-
Notifications
You must be signed in to change notification settings - Fork 107
ReqMgr2 MicroService Pileup
This wiki provides a description of the MSPileup service, as well as the final pileup data structure adopted and a plain english description of the logic to be implemented.
The architecture of MSPileup service follows MPV (Model, View, Controller) pattern with MongoDB as back-end database for storage. The service is based on WMCore REST framework and located in WMCore/MicroService/MSPileup area. It consists of the following modules: -MSPileupObj.py provides details of MSPileup data object
- MSPileupData.py provides data layer business logic, i.e. it creates, deletes, modifies MS pileup objects in MongoDB database
- MSPileup.py API layer which defines all MSPileup APIs
- Service/Data.py module defines all HTTP APIs (MSPileup and others used by MS micro-services)
- RestApiHub.py defines MSPileup HTTP end-point within WMCore REST server.
Below, you can find detailed description of individual layers.
MSPileup provides reach set of RESTful APIs which will allow clients to fetch, upload, modify and delete the pileup documents:
echo "HTTP GET API calls"
curl -v "http://localhost:8249/ms-pileup/data/access?pileupName=pileup"
curl -v "http://localhost:8249/ms-pileup/data/access?campaign=Campaign"
# and we can use filters to extract certain fields from the doc, e.g.
curl -v "http://localhost:8249/ms-pileup/data/access?pileupName=pileup&filters=["campaigns", "pileupType"]"
echo "HTTP POST API calls"
# first create document
curl -v -X POST -H "Content-type: application/json" -d '{"bla":1}' \
http://localhost:8249/ms-pileup/data/access
# second, query the data via provided JSON query (spec)
curl -v -X POST -H "Content-type: application/json" \
-d '{"query":{"pileupName":"bla"}}' \
http://localhost:8249/ms-pileup/data/access
# third, use query and filters
curl -v -X POST -H "Content-type: application/json" \
-d '{"query":{"pileupName": "bla"}, "filters":["campaigns"]}' \
http://localhost:8249/ms-pileup/data/access
echo "HTTP PUT API call"
curl -v -X PUT -H "Content-type: application/json" -d '{"bla":1}' \
http://localhost:8249/ms-pileup/data/access
echo "HTTP DELETE API calls"
curl -v -X DELETE -H "Content-type: application/json" -d '{"bla":1}' \
http://localhost:8249/ms-pileup/data/access
curl -v -X DELETE -H "Content-type: application/json" -d '{"pileupName":"pileup"}' \
http://localhost:8249/ms-pileup/data/access
The MSPileup data layer defines the following MSPileup data-structure:
{"pileupName": string,
"pileupType": string,
"insertTime": integer,
"lastUpdateTime": integer,
"expectedRSEs": list of strings,
"currentRSEs": list of strings,
"fullReplicas": integer,
"campaigns": list of strings,
"containerFraction": float,
"replicationGrouping": string,
"activatedOn": integer,
"deactivatedOn": integer,
"pileupSize": integer,
"rulesList": list of strings,
"active": boolean
}
where:
-
pileupName
: pileup dataset -
pileupType
: either "premix" or "classic" value.
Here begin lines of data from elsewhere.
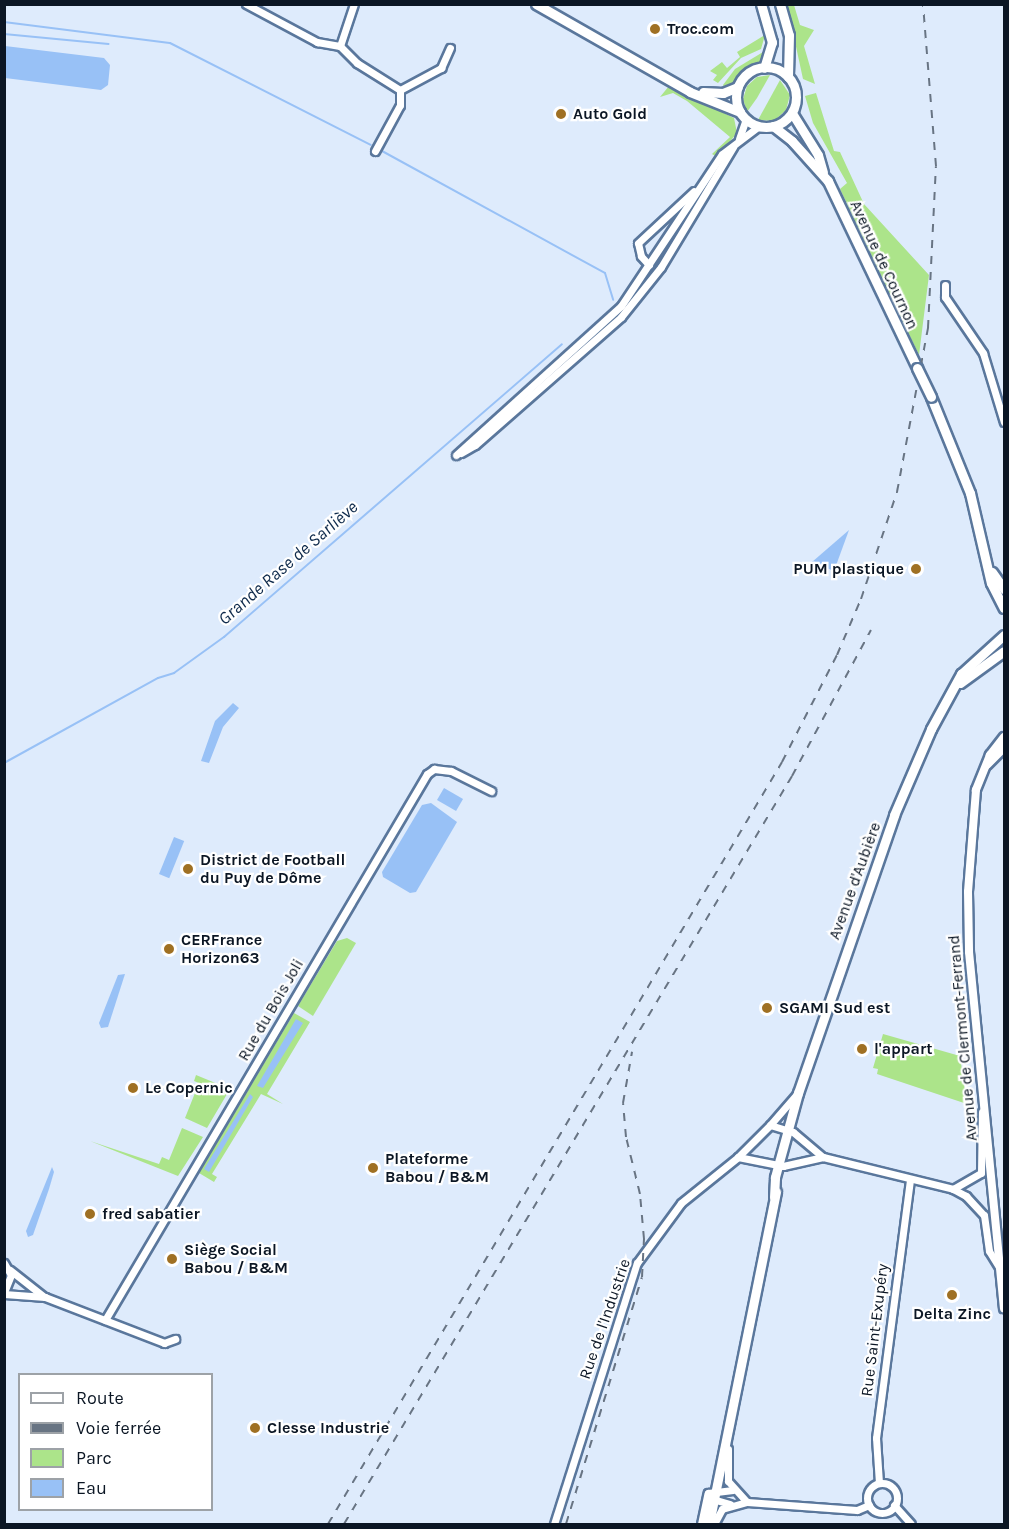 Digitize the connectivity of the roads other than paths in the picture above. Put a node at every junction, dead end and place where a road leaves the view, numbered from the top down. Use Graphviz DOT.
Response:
graph roads {
  1 [pos="246,4"];
  2 [pos="354,4"];
  3 [pos="536,4"];
  4 [pos="544,4"];
  5 [pos="761,4"];
  6 [pos="780,4"];
  7 [pos="340,46"];
  8 [pos="450,48"];
  9 [pos="764,68"];
  10 [pos="788,77"];
  11 [pos="738,87"];
  12 [pos="400,90"];
  13 [pos="792,113"];
  14 [pos="743,115"];
  15 [pos="759,126"];
  16 [pos="773,126"];
  17 [pos="735,144"];
  18 [pos="375,152"];
  19 [pos="824,175"];
  20 [pos="696,190"];
  21 [pos="648,267"];
  22 [pos="945,285"];
  23 [pos="1005,422"];
  24 [pos="989,566"];
  25 [pos="1005,589"];
  26 [pos="1005,608"];
  27 [pos="1005,635"];
  28 [pos="1005,651"];
  29 [pos="951,690"];
  30 [pos="1005,737"];
  31 [pos="1005,748"];
  32 [pos="985,767"];
  33 [pos="490,791"];
  34 [pos="800,1090"];
  35 [pos="982,1090"];
  36 [pos="770,1125"];
  37 [pos="790,1131"];
  38 [pos="738,1157"];
  39 [pos="823,1157"];
  40 [pos="781,1166"];
  41 [pos="910,1180"];
  42 [pos="953,1189"];
  43 [pos="4,1263"];
  44 [pos="1000,1267"];
  45 [pos="10,1270"];
  46 [pos="4,1293"];
  47 [pos="45,1297"];
  48 [pos="1005,1308"];
  49 [pos="105,1320"];
  50 [pos="174,1339"];
  51 [pos="730,1410"];
  52 [pos="879,1483"];
  53 [pos="732,1490"];
  54 [pos="712,1495"];
  55 [pos="747,1502"];
  56 [pos="730,1504"];
  57 [pos="869,1505"];
  58 [pos="894,1505"];
  59 [pos="554,1524"];
  60 [pos="702,1524"];
  61 [pos="709,1524"];
  62 [pos="714,1524"];
  63 [pos="911,1524"];
  1 -- 7 [label="street"];
  2 -- 7 [label="street"];
  3 -- 14 [label="main road"];
  4 -- 11 [label="main road"];
  5 -- 9 [label="main road"];
  6 -- 10 [label="main road"];
  7 -- 12 [label="street"];
  8 -- 12 [label="street"];
  9 -- 10 [label="main road"];
  9 -- 11 [label="main road"];
  10 -- 13 [label="main road"];
  11 -- 14 [label="main road"];
  12 -- 18 [label="street"];
  13 -- 16 [label="main road"];
  13 -- 19 [label="main road, Avenue de Cournon"];
  14 -- 15 [label="main road"];
  14 -- 17 [label="street"];
  15 -- 16 [label="main road"];
  15 -- 17 [label="street"];
  16 -- 19 [label="main road, Avenue de Cournon"];
  17 -- 20 [label="street"];
  17 -- 21 [label="street"];
  19 -- 24 [label="main road, Avenue de Cournon, bridge"];
  20 -- 21 [label="street"];
  20 -- 21 [label="street"];
  22 -- 23 [label="street"];
  24 -- 25 [label="main road"];
  24 -- 26 [label="main road"];
  27 -- 29 [label="main road, Avenue d'Aubière"];
  28 -- 29 [label="main road, Avenue d'Aubière"];
  29 -- 34 [label="main road, Avenue d'Aubière"];
  30 -- 32 [label="street, Avenue de Clermont-Ferrand"];
  31 -- 32 [label="street"];
  32 -- 35 [label="street, Avenue de Clermont-Ferrand"];
  33 -- 49 [label="street, Rue du Bois Joli"];
  34 -- 36 [label="street, Rue de l'Industrie"];
  34 -- 37 [label="main road, Avenue d'Aubière"];
  35 -- 42 [label="street"];
  35 -- 44 [label="street, Avenue de Clermont-Ferrand"];
  36 -- 37 [label="street"];
  36 -- 38 [label="street, Rue de l'Industrie"];
  37 -- 39 [label="street"];
  37 -- 40 [label="main road, Avenue d'Aubière"];
  38 -- 40 [label="street"];
  38 -- 59 [label="street, Rue de l'Industrie"];
  39 -- 40 [label="street"];
  39 -- 41 [label="street"];
  40 -- 51 [label="main road, Avenue d'Aubière"];
  41 -- 42 [label="street"];
  41 -- 52 [label="street, Rue Saint-Exupéry"];
  42 -- 44 [label="street"];
  43 -- 45 [label="street"];
  44 -- 48 [label="street, Avenue de Clermont-Ferrand"];
  45 -- 46 [label="street"];
  45 -- 47 [label="street"];
  46 -- 47 [label="street"];
  47 -- 49 [label="street"];
  49 -- 50 [label="street"];
  51 -- 53 [label="street, Avenue d'Aubière"];
  51 -- 54 [label="main road, Avenue d'Aubière"];
  52 -- 57 [label="street"];
  52 -- 58 [label="street"];
  53 -- 54 [label="street"];
  53 -- 55 [label="street"];
  54 -- 56 [label="street"];
  54 -- 60 [label="main road, Avenue d'Aubière"];
  54 -- 61 [label="main road, Avenue d'Aubière"];
  55 -- 56 [label="street"];
  55 -- 57 [label="street"];
  56 -- 62 [label="street"];
  57 -- 58 [label="street"];
  58 -- 63 [label="street"];
}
Identifying which pileup data it corresponds to. -
insertTime
: the timestamp (seconds since epoch in GMT) of when this pileup id was first defined in the microservice (by an user) - `lastUpdateTime: the timestamp (seconds since epoch in GMT) of the last modification made to this pileup structure (by an user)
-
expectedRSEs
: to be provided by someone (P&R and/or DM), ["Disk1", "Disk2"]. This list of RSEs need to be properly validated against the known RSE names and ensured that it corresponds to a Disk RSE. -
currentRSEs
: to be filled up by the micro-service itself. e.g. ["Disk3", "Disk4"], as a result of continuous data location. Once there is a lock for the pileup id in question, the RSE name should be written here. -
fullReplicas
: will eventually supersede "expectedRSEs". To be used whenever the micro-service is mature enough and automatic data placement decisions can be performed. -
active
: whether the pileup id is meant to be used by any campaign/workflow.False
means it's no longer used and that replicas should be removed from Disk. -
campaigns
: a list of campaigns -
containerFraction
: a real number that corresponds to the fraction number of blocks to be replicated in a given RSE (default value is 1.0, full container at the same RSE - only supported case at this very moment) -
replicationGrouping
: matching the grouping granularity field provided by Rucio. Allowed values would be DATASET (data placement by block) or ALL (whole container is placed under the same RSE) -
activatedOn
: seconds since epoch in GMT, a date of when this pileup last became active -
deactivatedOn
: seconds since epoch in GMT, a date of when this pileup last became deactive. -
pileupSize
: to be updated by the microservice itself with the current size of the pileup in bytes -
rulesList
: list of strings (rules) used to lock the pileup id.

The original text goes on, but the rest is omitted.